Unlocking opportunity through portfolio review
By Russell Anderson, Commercial Director at Paragon Bank
Recently released UK Finance data shows that Q4 2024 saw £6.3 billion in remortgage business, up from £5.7 billion in Q3 and 41.7% higher year-on-year. While more modest than the 58.9% growth in the purchase market, it was remortgaging that accounted for the largest share of new buy-to-let business in 2024.
While growing confidence and the continued undersupply of privately rented homes is expected to drive further purchase activity across the rest of the year, the strength of the remortgage market is also something we expect to continue throughout 2025.
This is because industry figures reveal that the year sees over 190,000 buy-to-let mortgages worth £26.2 billion reach maturity. That number doesn't include product switches, so is likely to be significantly higher.
At Paragon, nearly 17% of the buy-to-let mortgages we wrote last year were against unmortgaged properties. This shows that a viable source of business can be found in unencumbered landlords taking advantage of the equity they have built, something that will most likely have been boosted by substantial house price growth seen since the pandemic.
Those borrowing against such properties are often doing so at lower loan-to-values, which means that they’re less likely to encounter the same affordability constraints faced by more highly leveraged landlords. They can also benefit from greater product availability and better rates.
These factors place landlords with wholly owned properties in a particularly strong position when looking to increase revenue generating potential through portfolio expansion - acquiring higher-yielding properties - or improving those they already own.
Aside from the business potential offered by remortgaging unencumbered properties, analysing the maturities market reveals a dynamic that heightens the benefit brokers can provide their landlord clients.
Of the 190,000 buy-to-let mortgages maturing in 2025, 137,000 are five-year fixes written in 2020 and 54,000 are two-year loans taken out in 2023.
The latter will be coming off products that were priced at 4% or more, after borrowing during a period defined by elevated rates following the mini budget. Recent analysis by broker Alexander Hall shows that average rates for buy-to-let mortgages were 5.34% in 2023, falling to 4.40% when the research was undertaken. Cross-referencing these rates with average property prices back in 2023 and today reveals that landlords now face lower monthly repayment costs of £1,083, down from £1,183 a year earlier.
Landlords reaching the end of five-year fixes written in 2020 are likely to see the opposite effect after benefiting from historically low rates offered during the pandemic period.
While a 33% increase in average rents over the past five years, along with rising house prices, may lessen this impact to a degree, it’s likely that a large number of landlords will face higher borrowing costs when refinancing.
Looking back to borrower behaviour over the past few years as rates have increased shows how the popularity of product switches has grown, peaking in Q2 2023 at £13.5 billion.

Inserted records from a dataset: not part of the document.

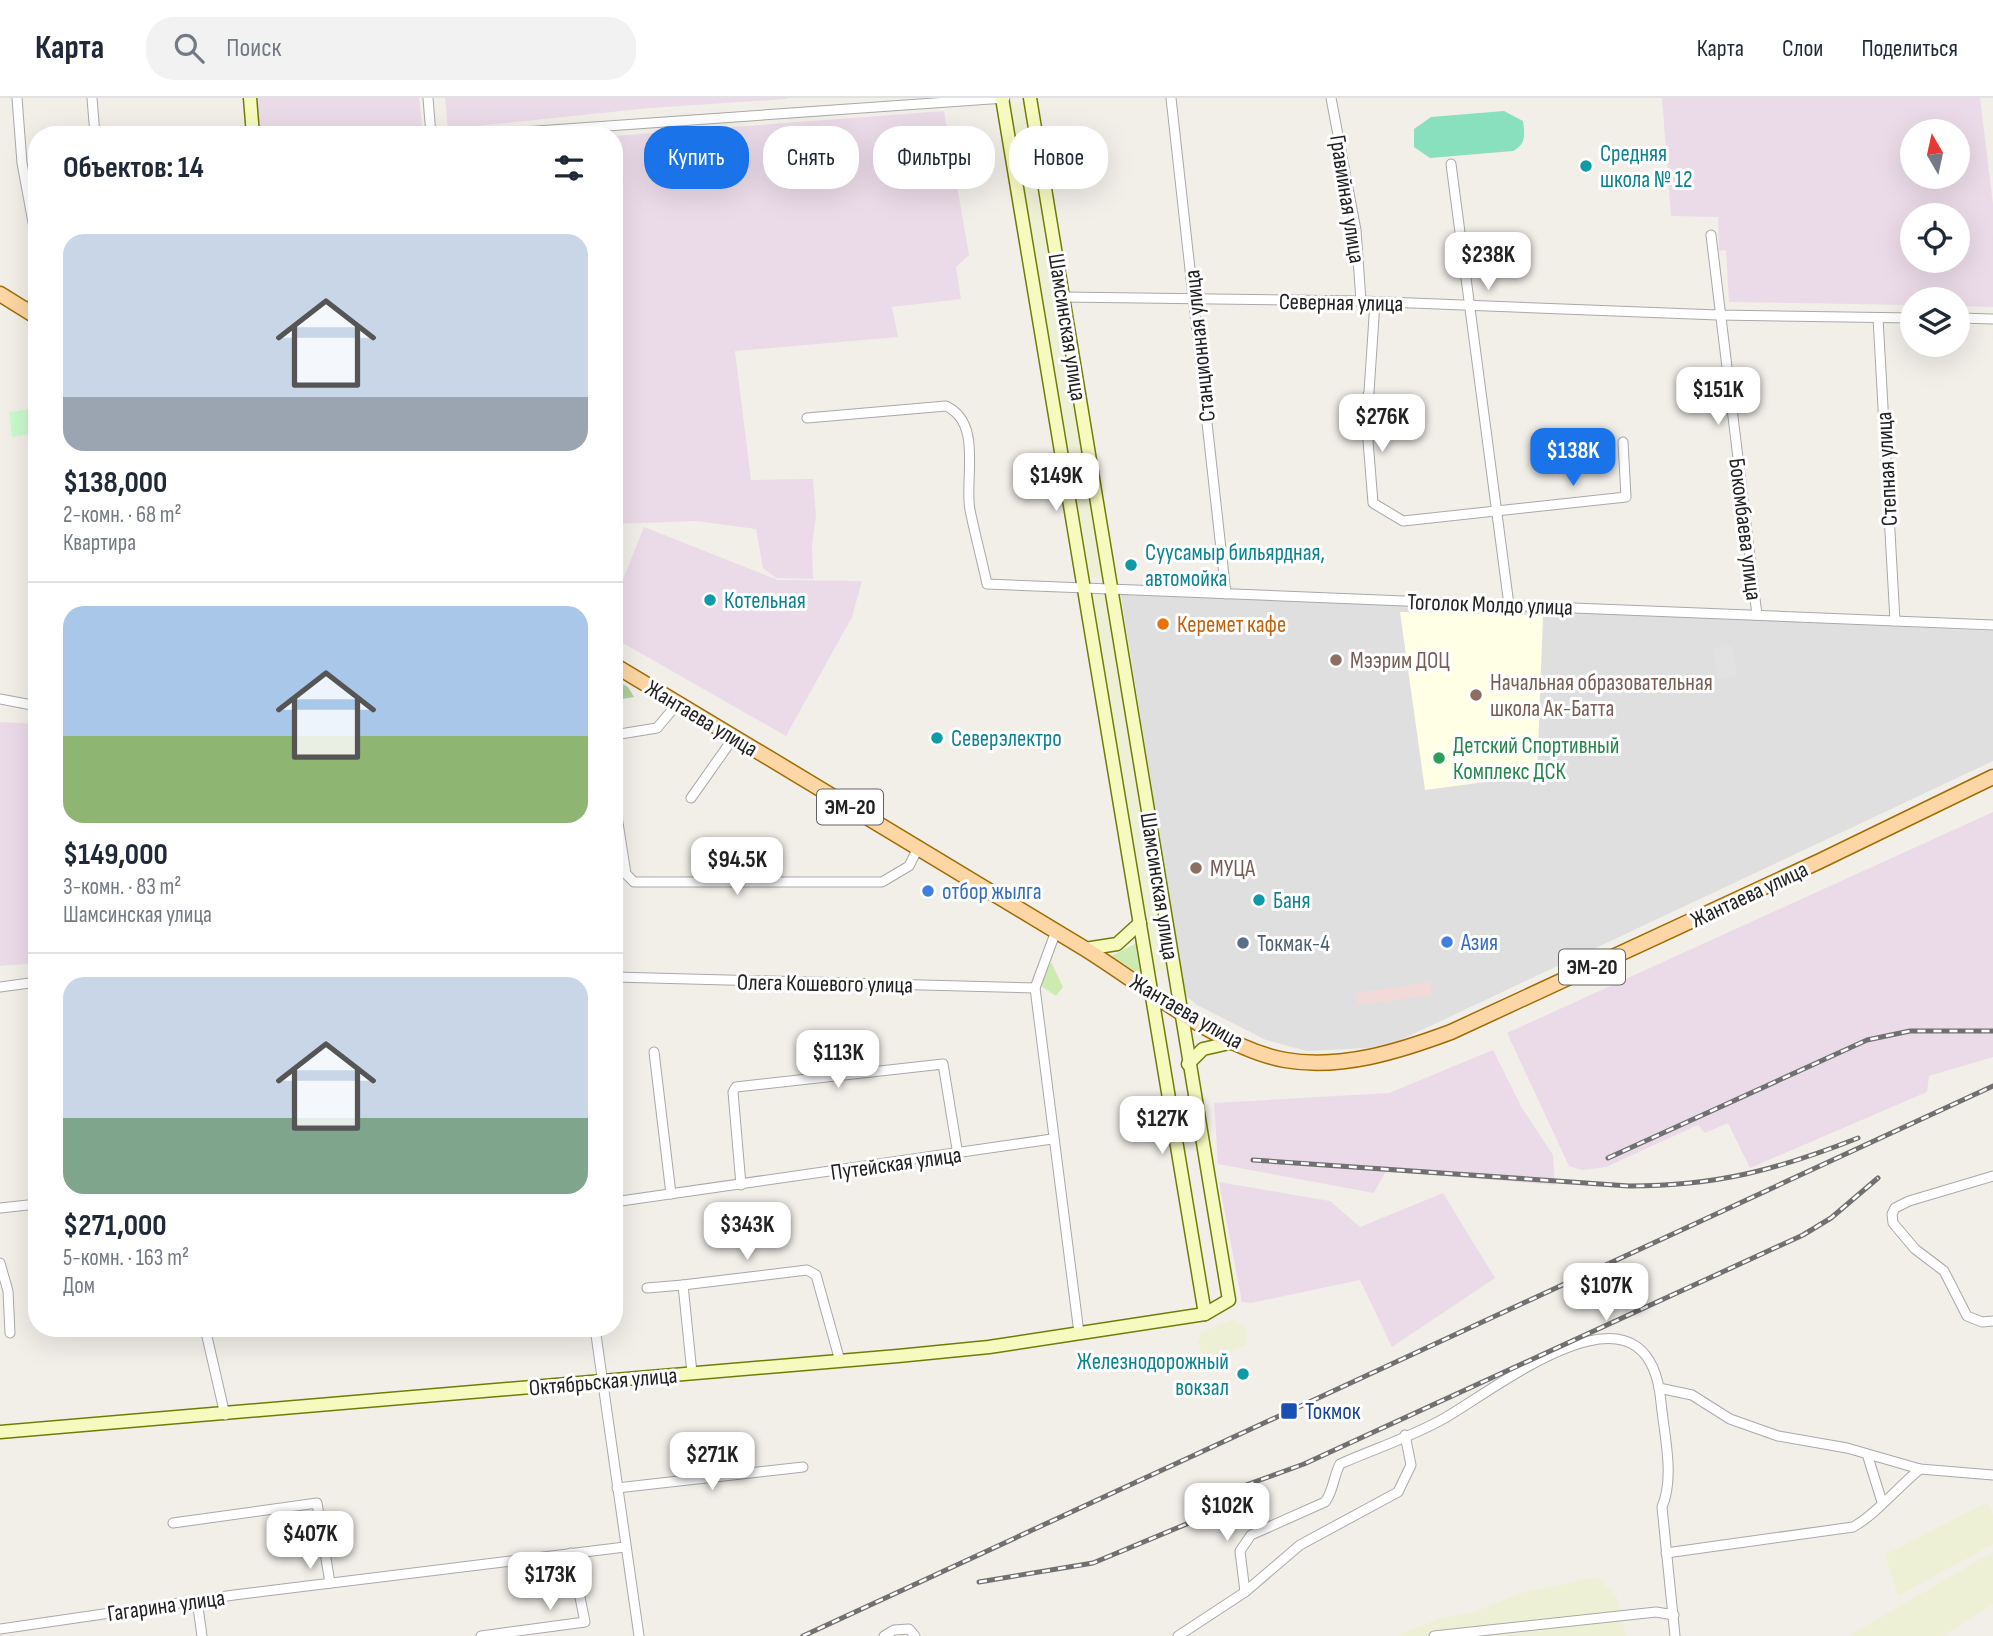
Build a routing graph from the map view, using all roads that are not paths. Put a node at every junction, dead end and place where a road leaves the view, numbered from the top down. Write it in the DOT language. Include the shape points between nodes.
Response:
graph roads {
  1 [pos="17,98"];
  2 [pos="92,98"];
  3 [pos="250,98"];
  4 [pos="428,98"];
  5 [pos="1003,98"];
  6 [pos="1030,98"];
  7 [pos="1171,98"];
  8 [pos="1331,98"];
  9 [pos="94,126"];
  10 [pos="252,126"];
  11 [pos="430,126"];
  12 [pos="606,126"];
  13 [pos="1451,164"];
  14 [pos="28,195"];
  15 [pos="1711,235"];
  16 [pos="0,295"];
  17 [pos="1063,297"];
  18 [pos="1194,299"];
  19 [pos="1361,301"];
  20 [pos="1376,302"];
  21 [pos="1471,307"];
  22 [pos="28,312"];
  23 [pos="1718,315"];
  24 [pos="1878,318"];
  25 [pos="1900,318"];
  26 [pos="1970,318"];
  27 [pos="1993,319"];
  28 [pos="807,418"];
  29 [pos="1623,442"];
  30 [pos="1497,513"];
  31 [pos="1085,588"];
  32 [pos="1111,589"];
  33 [pos="1226,594"];
  34 [pos="1509,605"];
  35 [pos="1757,615"];
  36 [pos="1895,621"];
  37 [pos="1993,625"];
  38 [pos="623,670"];
  39 [pos="0,699"];
  40 [pos="678,703"];
  41 [pos="28,704"];
  42 [pos="623,734"];
  43 [pos="734,737"];
  44 [pos="1993,778"];
  45 [pos="691,797"];
  46 [pos="918,848"];
  47 [pos="623,855"];
  48 [pos="1140,923"];
  49 [pos="1056,931"];
  50 [pos="1085,949"];
  51 [pos="623,977"];
  52 [pos="28,983"];
  53 [pos="0,987"];
  54 [pos="1035,988"];
  55 [pos="1153,993"];
  56 [pos="1179,1009"];
  57 [pos="1234,1042"];
  58 [pos="654,1052"];
  59 [pos="1188,1064"];
  60 [pos="1052,1139"];
  61 [pos="958,1155"];
  62 [pos="1993,1176"];
  63 [pos="741,1185"];
  64 [pos="671,1194"];
  65 [pos="623,1201"];
  66 [pos="28,1205"];
  67 [pos="0,1208"];
  68 [pos="0,1263"];
  69 [pos="683,1284"];
  70 [pos="647,1288"];
  71 [pos="1205,1314"];
  72 [pos="1993,1321"];
  73 [pos="10,1333"];
  74 [pos="1079,1333"];
  75 [pos="207,1337"];
  76 [pos="596,1337"];
  77 [pos="840,1361"];
  78 [pos="692,1373"];
  79 [pos="601,1380"];
  80 [pos="1659,1388"];
  81 [pos="225,1415"];
  82 [pos="0,1432"];
  83 [pos="1405,1435"];
  84 [pos="1868,1457"];
  85 [pos="803,1466"];
  86 [pos="1920,1469"];
  87 [pos="1993,1475"];
  88 [pos="617,1488"];
  89 [pos="1882,1502"];
  90 [pos="173,1522"];
  91 [pos="625,1547"];
  92 [pos="571,1553"];
  93 [pos="1666,1553"];
  94 [pos="330,1583"];
  95 [pos="1245,1592"];
  96 [pos="197,1600"];
  97 [pos="1674,1615"];
  98 [pos="0,1629"];
  99 [pos="202,1636"];
  100 [pos="481,1636"];
  101 [pos="639,1636"];
  102 [pos="884,1636"];
  103 [pos="915,1636"];
  104 [pos="1178,1636"];
  105 [pos="1434,1636"];
  106 [pos="1675,1636"];
  1 -- 14 [label="street"];
  2 -- 9 [label="street"];
  3 -- 10 [label="street"];
  4 -- 11 [label="street"];
  5 -- 12 [label="street"];
  5 -- 31 [label="street, Шамсинская улица"];
  6 -- 17 [label="street, Шамсинская улица"];
  7 -- 18 [label="street, Станционная улица"];
  8 -- 19 [label="street, Гравийная улица" via="1356,230"];
  13 -- 21 [label="street"];
  15 -- 23 [label="street, Бокомбаева улица"];
  16 -- 22 [label="main road"];
  17 -- 18 [label="street, Северная улица"];
  17 -- 32 [label="street, Шамсинская улица"];
  18 -- 19 [label="street, Северная улица"];
  18 -- 33 [label="street, Станционная улица"];
  19 -- 20 [label="street, Северная улица"];
  20 -- 21 [label="street, Северная улица"];
  20 -- 30 [label="street" via="1365,403 1373,503 1403,521"];
  21 -- 23 [label="street, Северная улица"];
  21 -- 30 [label="street"];
  23 -- 24 [label="street, Северная улица"];
  23 -- 35 [label="street, Бокомбаева улица"];
  24 -- 25 [label="street, Северная улица"];
  24 -- 36 [label="street, Степная улица"];
  26 -- 27 [label="street"];
  28 -- 31 [label="street, Тоголок Молдо улица" via="946,406 955,410 967,432 970,508 987,584"];
  29 -- 30 [label="street" via="1626,497"];
  30 -- 34 [label="street"];
  31 -- 32 [label="street, Тоголок Молдо улица"];
  31 -- 48 [label="street, Шамсинская улица"];
  32 -- 33 [label="street, Тоголок Молдо улица"];
  32 -- 56 [label="street, Шамсинская улица"];
  33 -- 34 [label="street, Тоголок Молдо улица"];
  34 -- 35 [label="street, Тоголок Молдо улица"];
  35 -- 36 [label="street, Тоголок Молдо улица"];
  36 -- 37 [label="street, Тоголок Молдо улица"];
  38 -- 40 [label="main road, Жантаева улица / ЭМ-20"];
  39 -- 41 [label="street"];
  40 -- 42 [label="street" via="657,728"];
  40 -- 43 [label="main road, Жантаева улица / ЭМ-20"];
  43 -- 45 [label="street"];
  43 -- 46 [label="main road, Жантаева улица / ЭМ-20"];
  44 -- 57 [label="main road, Жантаева улица / ЭМ-20" via="1451,1032 1388,1054 1304,1062 1284,1060"];
  46 -- 47 [label="street" via="909,866 882,882 634,882 626,874"];
  46 -- 49 [label="main road, Жантаева улица / ЭМ-20"];
  48 -- 50 [label="street" via="1117,944"];
  48 -- 55 [label="street, Шамсинская улица"];
  49 -- 50 [label="main road, Жантаева улица / ЭМ-20"];
  49 -- 54 [label="street"];
  50 -- 55 [label="main road, Жантаева улица / ЭМ-20"];
  51 -- 54 [label="street, Олега Кошевого улица"];
  52 -- 53 [label="street"];
  54 -- 60 [label="street"];
  55 -- 56 [label="main road, Жантаева улица / ЭМ-20"];
  55 -- 71 [label="street, Шамсинская улица"];
  56 -- 57 [label="main road, Жантаева улица / ЭМ-20"];
  56 -- 59 [label="street, Шамсинская улица"];
  57 -- 59 [label="street" via="1203,1049"];
  58 -- 64 [label="street"];
  59 -- 71 [label="street, Шамсинская улица" via="1229,1300"];
  60 -- 61 [label="street, Путейская улица"];
  60 -- 74 [label="street"];
  61 -- 63 [label="street, Путейская улица"];
  61 -- 63 [label="street" via="943,1063 736,1087"];
  62 -- 72 [label="street" via="1909,1201 1892,1214 1892,1223 1915,1249 1944,1271 1967,1316"];
  63 -- 64 [label="street, Путейская улица"];
  64 -- 65 [label="street, Путейская улица"];
  66 -- 67 [label="street"];
  68 -- 73 [label="street" via="8,1291"];
  69 -- 70 [label="street"];
  69 -- 77 [label="street" via="812,1272"];
  69 -- 78 [label="street"];
  71 -- 74 [label="street, Октябрьская улица"];
  74 -- 77 [label="street, Октябрьская улица"];
  75 -- 81 [label="street"];
  76 -- 79 [label="street"];
  77 -- 78 [label="street, Октябрьская улица"];
  78 -- 79 [label="street, Октябрьская улица"];
  79 -- 81 [label="street, Октябрьская улица"];
  79 -- 88 [label="street"];
  80 -- 83 [label="street" via="1651,1366 1634,1344 1605,1338 1582,1341 1513,1372 1442,1419"];
  80 -- 84 [label="street" via="1692,1395 1730,1419 1778,1436 1847,1448"];
  80 -- 93 [label="street" via="1669,1490 1662,1507"];
  81 -- 82 [label="street, Октябрьская улица"];
  83 -- 95 [label="street" via="1411,1465 1398,1492 1300,1545"];
  83 -- 95 [label="street" via="1340,1464 1325,1502 1251,1535 1240,1551"];
  84 -- 86 [label="street"];
  84 -- 89 [label="street"];
  85 -- 88 [label="street"];
  86 -- 87 [label="street"];
  86 -- 89 [label="street"];
  88 -- 91 [label="street"];
  89 -- 93 [label="street" via="1868,1519 1853,1527"];
  90 -- 94 [label="street" via="317,1503"];
  91 -- 92 [label="street, Гагарина улица"];
  91 -- 101 [label="street"];
  92 -- 94 [label="street, Гагарина улица"];
  92 -- 100 [label="street" via="585,1622"];
  93 -- 97 [label="street"];
  94 -- 96 [label="street, Гагарина улица"];
  95 -- 104 [label="street"];
  96 -- 98 [label="street, Гагарина улица"];
  96 -- 99 [label="street"];
  97 -- 105 [label="street" via="1656,1612"];
  97 -- 106 [label="street"];
  102 -- 103 [label="street" via="909,1629"];
}
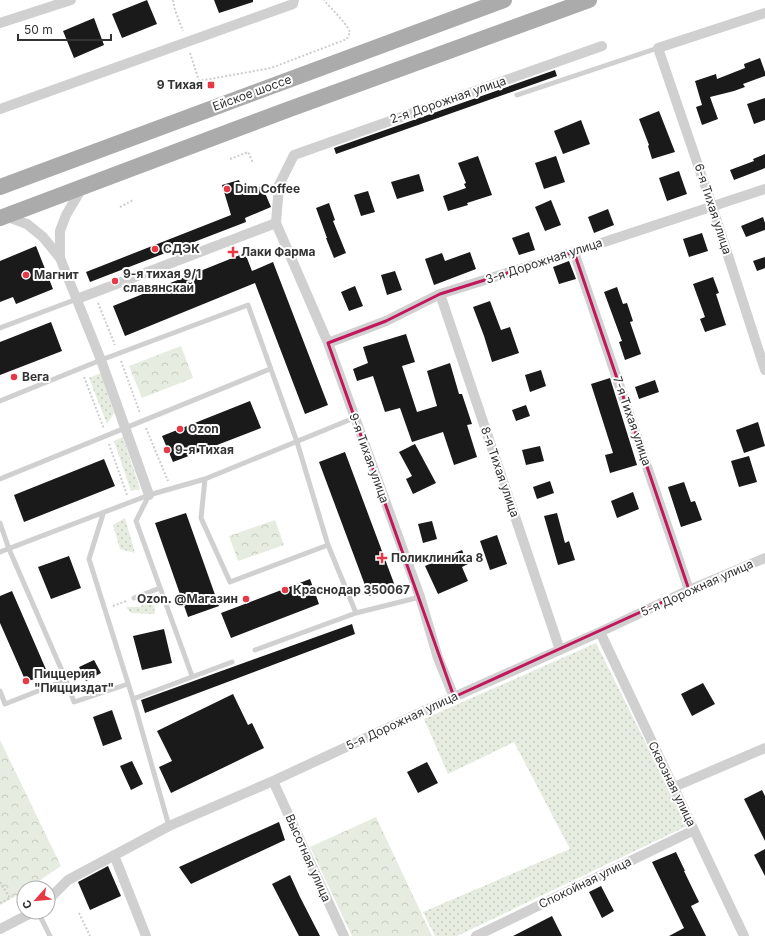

Additionally, eight in 10 Paragon borrowers opted to stay with us at maturity last year.
Although we’ve seen rates come down over the past couple of weeks, some landlords may still struggle to overcome affordability challenges so product switches, which often don’t require full re-underwriting, may offer a solution. Not all lenders offer them, however, so it is important that brokers help clients understand that products should considered with a forward view and not just based on today’s rates and fees.
So, we can see that despite borrowing conditions improving, the economic volatility of recent years has shaped a buy-to-let mortgage market that looks markedly different from the relatively stable, low-rate environment we saw before the world spun from one crisis to another.
Mortgage brokers are best placed to help landlords navigate this current, more changeable borrowing landscape and in doing so, they can support both landlords’ long-term planning and their own future business pipelines.
Proactively plotting when mortgages are due to mature and reviewing unencumbered properties allows brokers to engage landlords with a broader strategic plan. This supports landlords in staying on top of their finances and ensures brokers are front of mind for future remortgage and purchase business.